近年、ZoomやMicrosoft Teamsなどを利用したオンライン面接やWeb面接が一般化したことで、候補者の中には面接中に ChatGPT や Gemini などの生成AIを利用して回答を補助するケースが増えています。
特に問題視されているのが、Cluely(クルーリー)、Aside、Interm AI などに代表される面接支援特化型のAIアシスタント、いわゆる 「カンニングAI」です。
これらのツールは、面接官の質問意図をリアルタイムに解析し、最適な回答案や話し方のヒントをその場で提示します。
つまり、自分で考えることなく「完璧な受け答え」を再現できてしまう という点に課題があります。
そのため、留学生入試や外国籍人材の採用など英語で実施される面接では特にAIによる不正使用が行われている可能性を排除できません。
さらに国内市場では、日本語特化型の KanpeAI(カンペAI) も登場しており、今後は日本語面接においても同様のリスクが高まると考えられます。
本記事では、オンライン面接におけるカンニングAIのリスクと実際の不正手口、そして有効な防止策について解説します。

 目次

カンニングAIが企業にもたらすリスク

まずはカンニングAIや生成AIの悪用が企業にもたらすリスクについて解説します。

採用のミスマッチを引き起こす

AIによる補助で面接に合格した場合、実務に入ると判断力や課題解決力が不足していることが露呈し、早期離職やパフォーマンス低下につながります。
面接は本来、実務で発揮される 「思考力・主体性・再現性」 を確認する場であり、AI依存型の回答はその評価を歪めてしまいます。

コンプライアンスリスクを生む

企業と候補者の信頼関係が崩れ、採用制度そのものの正当性が疑われます。
AIを使った不正は、面接という「対話による信頼構築の場」を破壊する行為でもあります。
万が一、不正を実行した候補者を採用してしまえば、それは直ちにコンプライアンスリスクに発展しかねません。

機密データが漏洩する

カンニングAIの各ツールは、会話データを外部サーバーに送信して処理しています。
面接内容には、戦略・組織体制・事業計画など 外部に漏れてはならない情報が含まれる 場合があり、情報漏洩のリスクは無視できません。

生成AIやAIアシスタントを使ったカンニングの方法

ここではZoomやMicrosoft Teamsなどを利用したオンライン面接(Web面接)で生成AIやAIアシスタントを悪用したカンニングの具体的な方法について詳細を解説します。

ChatGPT や Gemini などの汎用生成AIを悪用する

ChatGPTやGemini などの生成AIを音声モードで利用することで面接官の質問をリアルタイムで生成AIに音声入力し、模範回答を文字で表示する方法です。生成AIは質問内容を即座に解析し、模範回答をテキストで表示します。
そのため、回答内容をそのまま読み上げる、あるいは少し言い換えるだけで、専門知識を深く理解していない場合でも「論理的に答えられる人」に見せることができます。
高度な技術質問や業界特有の話題であっても、生成AIが即座に模範解答を提示できるため、「十分に理解しているように見せる」ことが可能になります

Cluely や KanpeAI などのAIアシスタントを使用する

Cluely や KanpeAI といった AI アシスタントでは、面接中のパソコン画面に「透明なオーバーレイ(見えない操作層)」を重ね、その上に質問への回答案や話し方のヒントをリアルタイムで表示することが可能です。
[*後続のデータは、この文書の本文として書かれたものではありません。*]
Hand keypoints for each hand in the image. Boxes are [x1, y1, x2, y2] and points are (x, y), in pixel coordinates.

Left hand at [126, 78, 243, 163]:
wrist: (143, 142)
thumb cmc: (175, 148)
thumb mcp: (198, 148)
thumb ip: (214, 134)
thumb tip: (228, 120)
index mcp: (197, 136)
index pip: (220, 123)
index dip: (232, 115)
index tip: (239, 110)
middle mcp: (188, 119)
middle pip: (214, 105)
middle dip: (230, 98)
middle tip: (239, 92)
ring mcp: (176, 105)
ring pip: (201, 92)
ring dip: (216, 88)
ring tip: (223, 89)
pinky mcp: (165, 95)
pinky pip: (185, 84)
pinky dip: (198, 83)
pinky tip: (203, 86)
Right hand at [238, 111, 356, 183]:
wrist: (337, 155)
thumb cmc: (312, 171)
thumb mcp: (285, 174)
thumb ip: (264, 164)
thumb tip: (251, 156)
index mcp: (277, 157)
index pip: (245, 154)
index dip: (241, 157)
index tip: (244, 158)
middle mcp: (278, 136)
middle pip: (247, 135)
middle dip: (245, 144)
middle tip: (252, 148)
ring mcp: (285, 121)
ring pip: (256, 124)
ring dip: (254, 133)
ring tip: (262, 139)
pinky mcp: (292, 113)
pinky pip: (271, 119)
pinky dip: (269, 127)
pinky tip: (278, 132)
これらの情報は候補者の画面にのみ表示され、面接官側には一切見えません。そのため、あたかも候補者自身が即座に的確な回答を導き出しているように見せかけることができます。
さらに、事前に自分の職務経歴や志望企業に関する情報をAIアシスタントに読み込ませておくことで、汎用的な生成AIよりも候補者に「最適化された」回答が提示されやすくなります。これにより、回答の精度・一貫性が高まり、表面的には非常に自然で説得力のある受け答えが可能となります。

 

オンライン面接やWeb面接でカンニングを防止する方法

生成AIやAIアシスタントによる不正は、単一の対策だけでは防ぎきれません。
ここでは4つの観点から、現実的で再現性の高い防止策を提示します。

(1)面接設計による対策

■生成AIやAIアシスタントが苦手な質問をする
「過去の失敗経験」「自ら判断して行動した場面」「価値観形成のきっかけ」など、個人の内省や感情、ストーリー性が求められる質問を増やします。
生成AIは、候補者の実体験や感情のニュアンスを完全に再現できない場合が多く、回答が抽象的・一般的・どこか空虚になりやすい傾向があります。
ただし、近年の生成AIは表現力や自然さが飛躍的に向上しており、一見「本人らしい」回答に見える内容を生成できる場合もあります。
そのため、回答の内容だけでなく、エピソードの一貫性・具体性・再現性に着目して評価することが重要です。

■文脈をリセットする質問をする
「ここまでの話は一度置いて、別の視点で答えてみてください」など、会話の文脈や思考の流れを意図的に切り替える質問は、AIアシスタントが裏で生成している回答ロジックを崩す効果があります。
生成AIは、直前の会話を前提とした“文脈依存型の回答生成”を行うため、コンテキストが急に変わると、回答の整合性が崩れたり、不自然な間が生じたりすることがあります。
ただし、AI対策を目的としすぎると、面接本来の評価軸が曖昧になる可能性があります。
あくまで、「候補者の思考の柔軟性」や「自分の言葉で語る力」を確認する一つの手段として活用することが重要です。


(2) 倫理的・心理的対策

■ AI利用禁止の明示
面接の冒頭で「生成AIやAIアシスタントの利用は不正行為とみなします」と明確に伝えることは、心理的な抑止効果を持ちます。
事前にルールを明示することで、「指摘されなければ使ってもよい」という曖昧な認識を防ぎ、一定数の候補者はAI利用を控える傾向があります。
ただし、抑止効果はあくまで限定的です。
不正を意図的に行う候補者や、リスクよりもメリットを優先する候補者に対しては、注意喚起のみでは対策として不十分である点を理解しておく必要があります。

■複数面接官による観察
回答のテンポや視線の動き、反応までの時間などを複数の面接官が異なる視点で観察することで、AI利用の兆候をより捉えやすくなります。
1人の面接官では見落としやすい細かな違和感も、複数人の視点が加わることで発見されやすくなります。
ただし、この方法は人員コストが大きいうえ、熟練した観察眼が必要になります。
また、最新のカンニングAIは回答生成速度が速く自然な表現も可能なため、この手法だけで不正を完全に見抜くことは困難です。

■雑談や即興質問の挿入
「最近読んだ本」「訪れた場所」「印象に残った出来事」など、候補者自身の体験や感情を引き出す話題を適宜挟むことで、自然な対話力や思考の深さを確認できます。
こうした即興的な質問は、事前にAIへ学習させにくい個人的文脈を含むため、AI依存の回答を見抜く際に有効です。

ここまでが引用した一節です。